On balance, I believe MICRA - the California Plan - is the best model to follow in crafting federal legislation to address this problem. MICRA has a number of features that have enabled the program to operate successfully since 1975.

A few features -

  • The California Plan allows for malpractice suits - a feature that not only allows patients to win awards from negligent doctors (and others), but also keeps the medical profession on its toes.
  • The plan places a reasonable cap on non-economic awards.
  • Periodic payment of future damages (over $50,000) is done in a structured manner that benefits both payor and recipient - rather than a lump sum payment to a successful plaintiff.
  • Limitation of plaintiff attorney contingent fees - example, 40 percent of the first $50,000, 33 1/3 percent of the next $50,000, etc. (several years ago New York state also passed similar legislation).
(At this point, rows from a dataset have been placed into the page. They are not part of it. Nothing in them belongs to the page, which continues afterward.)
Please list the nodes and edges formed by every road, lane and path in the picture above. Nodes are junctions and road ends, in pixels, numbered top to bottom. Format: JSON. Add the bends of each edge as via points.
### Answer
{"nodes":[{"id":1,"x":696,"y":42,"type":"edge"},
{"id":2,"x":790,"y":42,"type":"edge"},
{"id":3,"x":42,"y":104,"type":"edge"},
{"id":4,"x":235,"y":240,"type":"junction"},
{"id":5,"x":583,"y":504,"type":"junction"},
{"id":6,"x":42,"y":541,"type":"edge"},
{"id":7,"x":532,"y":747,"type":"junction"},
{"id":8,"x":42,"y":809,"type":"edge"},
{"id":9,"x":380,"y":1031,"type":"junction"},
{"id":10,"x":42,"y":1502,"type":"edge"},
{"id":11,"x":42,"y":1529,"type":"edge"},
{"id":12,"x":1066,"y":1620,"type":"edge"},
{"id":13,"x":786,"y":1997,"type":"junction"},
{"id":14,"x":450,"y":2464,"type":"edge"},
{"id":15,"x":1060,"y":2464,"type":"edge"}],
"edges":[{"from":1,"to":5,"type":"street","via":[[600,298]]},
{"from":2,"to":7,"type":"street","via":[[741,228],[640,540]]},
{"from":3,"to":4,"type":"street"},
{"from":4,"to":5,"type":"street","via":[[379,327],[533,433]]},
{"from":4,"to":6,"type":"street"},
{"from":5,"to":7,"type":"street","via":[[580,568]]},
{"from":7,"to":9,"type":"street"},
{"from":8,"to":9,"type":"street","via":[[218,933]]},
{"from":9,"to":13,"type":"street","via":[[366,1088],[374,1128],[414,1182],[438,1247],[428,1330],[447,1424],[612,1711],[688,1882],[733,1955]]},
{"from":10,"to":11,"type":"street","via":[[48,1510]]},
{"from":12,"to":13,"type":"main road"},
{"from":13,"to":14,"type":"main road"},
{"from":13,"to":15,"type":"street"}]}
Several years ago, New York State also passed a restriction on legal fees - about 30 percent for the first $500,000, and a declining percentage for each subsequent $250,000 awarded to the plaintiff. This legislation was a step in the right direction, but malpractice awards still come in one lump sum - a policy that helps lawyers and fails to protect patients - hence the value of structured awards.

Over the next few years, the U.S. Congress is bound to pass legislation regulating managed care programs. Too many abuses have surfaced, and too many Americans are disturbed by the current system. I advocate the passage of a bill that will allow injured parties to sue HMO's and insurance companies (provided it is coupled with malpractice reform similar to MICRA), thereby cutting down on their profits and making HMO's and insurance companies more responsive to the needs of patients. The increased cost will be passed along to those who have suffered - but so will the increased likelihood of more responsible health care. I also advocate that patients be given freedom of choice - the right to select their own doctors, as long as the physicians are qualified.

As a physician, I believe this will be a good deal for patients - and I'm on their side in this debate.